DATA TO PROCESS: Begin
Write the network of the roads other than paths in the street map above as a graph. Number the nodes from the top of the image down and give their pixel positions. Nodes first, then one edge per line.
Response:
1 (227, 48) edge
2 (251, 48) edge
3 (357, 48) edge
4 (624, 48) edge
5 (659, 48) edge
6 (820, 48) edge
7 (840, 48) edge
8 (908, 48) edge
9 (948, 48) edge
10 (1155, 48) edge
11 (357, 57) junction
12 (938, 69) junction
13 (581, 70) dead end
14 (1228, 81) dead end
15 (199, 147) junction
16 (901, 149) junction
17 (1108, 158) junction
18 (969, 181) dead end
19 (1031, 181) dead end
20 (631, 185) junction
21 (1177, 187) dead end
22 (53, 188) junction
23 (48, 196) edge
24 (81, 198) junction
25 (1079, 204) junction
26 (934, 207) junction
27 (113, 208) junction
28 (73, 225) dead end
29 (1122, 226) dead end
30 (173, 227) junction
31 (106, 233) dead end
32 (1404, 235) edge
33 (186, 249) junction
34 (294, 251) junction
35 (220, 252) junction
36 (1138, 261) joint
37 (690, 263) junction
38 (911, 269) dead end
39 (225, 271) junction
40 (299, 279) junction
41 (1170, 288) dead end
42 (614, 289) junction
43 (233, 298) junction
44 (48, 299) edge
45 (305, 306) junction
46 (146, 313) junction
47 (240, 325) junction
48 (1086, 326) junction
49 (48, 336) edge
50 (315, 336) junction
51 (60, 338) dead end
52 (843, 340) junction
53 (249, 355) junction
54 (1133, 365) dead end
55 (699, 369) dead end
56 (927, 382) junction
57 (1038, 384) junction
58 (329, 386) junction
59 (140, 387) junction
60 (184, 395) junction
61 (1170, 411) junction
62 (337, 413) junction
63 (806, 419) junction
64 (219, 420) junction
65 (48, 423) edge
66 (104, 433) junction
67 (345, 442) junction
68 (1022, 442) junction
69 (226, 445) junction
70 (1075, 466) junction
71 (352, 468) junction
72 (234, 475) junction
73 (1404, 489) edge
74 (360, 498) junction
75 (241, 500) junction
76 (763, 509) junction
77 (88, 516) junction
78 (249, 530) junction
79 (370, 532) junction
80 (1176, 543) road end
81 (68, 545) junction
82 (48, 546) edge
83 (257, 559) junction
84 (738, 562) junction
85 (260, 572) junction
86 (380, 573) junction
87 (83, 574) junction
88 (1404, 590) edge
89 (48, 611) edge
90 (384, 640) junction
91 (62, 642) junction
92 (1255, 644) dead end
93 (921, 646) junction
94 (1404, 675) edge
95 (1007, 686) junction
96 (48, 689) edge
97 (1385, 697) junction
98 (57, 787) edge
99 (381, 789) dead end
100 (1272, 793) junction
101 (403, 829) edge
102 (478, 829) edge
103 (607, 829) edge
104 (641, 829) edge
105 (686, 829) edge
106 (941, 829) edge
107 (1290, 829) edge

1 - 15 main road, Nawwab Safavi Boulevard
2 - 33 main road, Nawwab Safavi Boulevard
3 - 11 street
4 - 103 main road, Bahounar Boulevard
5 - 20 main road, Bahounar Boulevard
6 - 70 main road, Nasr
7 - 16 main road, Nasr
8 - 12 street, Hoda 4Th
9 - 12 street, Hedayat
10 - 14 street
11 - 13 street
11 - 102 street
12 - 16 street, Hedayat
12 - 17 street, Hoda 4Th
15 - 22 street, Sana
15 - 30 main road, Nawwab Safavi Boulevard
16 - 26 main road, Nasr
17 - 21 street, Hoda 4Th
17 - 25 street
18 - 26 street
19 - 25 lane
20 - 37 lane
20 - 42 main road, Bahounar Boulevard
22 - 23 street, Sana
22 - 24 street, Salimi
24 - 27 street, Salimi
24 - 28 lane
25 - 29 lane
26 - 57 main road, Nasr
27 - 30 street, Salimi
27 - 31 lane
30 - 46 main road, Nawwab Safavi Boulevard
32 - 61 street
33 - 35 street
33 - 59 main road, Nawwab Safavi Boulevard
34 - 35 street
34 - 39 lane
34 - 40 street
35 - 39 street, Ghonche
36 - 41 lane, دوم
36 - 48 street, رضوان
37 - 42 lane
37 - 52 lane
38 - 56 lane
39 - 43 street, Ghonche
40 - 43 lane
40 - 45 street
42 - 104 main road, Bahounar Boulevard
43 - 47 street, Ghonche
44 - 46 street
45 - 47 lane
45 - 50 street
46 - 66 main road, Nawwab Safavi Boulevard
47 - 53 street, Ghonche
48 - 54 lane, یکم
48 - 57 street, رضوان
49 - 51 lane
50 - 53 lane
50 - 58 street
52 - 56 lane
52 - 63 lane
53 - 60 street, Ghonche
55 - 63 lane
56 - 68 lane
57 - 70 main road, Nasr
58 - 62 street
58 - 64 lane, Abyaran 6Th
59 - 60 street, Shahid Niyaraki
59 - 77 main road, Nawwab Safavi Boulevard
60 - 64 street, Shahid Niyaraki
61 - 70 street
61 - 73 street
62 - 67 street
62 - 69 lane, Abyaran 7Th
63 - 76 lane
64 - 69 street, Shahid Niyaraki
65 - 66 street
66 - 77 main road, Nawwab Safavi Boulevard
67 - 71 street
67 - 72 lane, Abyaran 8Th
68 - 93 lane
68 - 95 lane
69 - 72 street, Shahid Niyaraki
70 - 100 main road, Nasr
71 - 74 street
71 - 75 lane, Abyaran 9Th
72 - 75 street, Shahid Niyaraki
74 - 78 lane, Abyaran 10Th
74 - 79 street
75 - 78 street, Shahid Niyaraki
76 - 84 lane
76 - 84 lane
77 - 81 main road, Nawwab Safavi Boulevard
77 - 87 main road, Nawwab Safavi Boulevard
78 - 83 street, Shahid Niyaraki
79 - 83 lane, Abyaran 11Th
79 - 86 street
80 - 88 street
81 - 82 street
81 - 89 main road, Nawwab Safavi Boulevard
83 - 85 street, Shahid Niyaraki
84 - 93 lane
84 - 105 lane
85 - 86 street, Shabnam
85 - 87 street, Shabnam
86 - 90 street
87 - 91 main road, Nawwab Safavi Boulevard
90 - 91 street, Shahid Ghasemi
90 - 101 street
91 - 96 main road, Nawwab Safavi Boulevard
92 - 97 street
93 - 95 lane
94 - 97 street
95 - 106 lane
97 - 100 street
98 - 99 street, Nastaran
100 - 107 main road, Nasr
DATA TO PROCESS: End
WORK ITEM - From the records above, how many lines include the word "Salimi"? Only the number is wanted.

ANSWER BOX - 3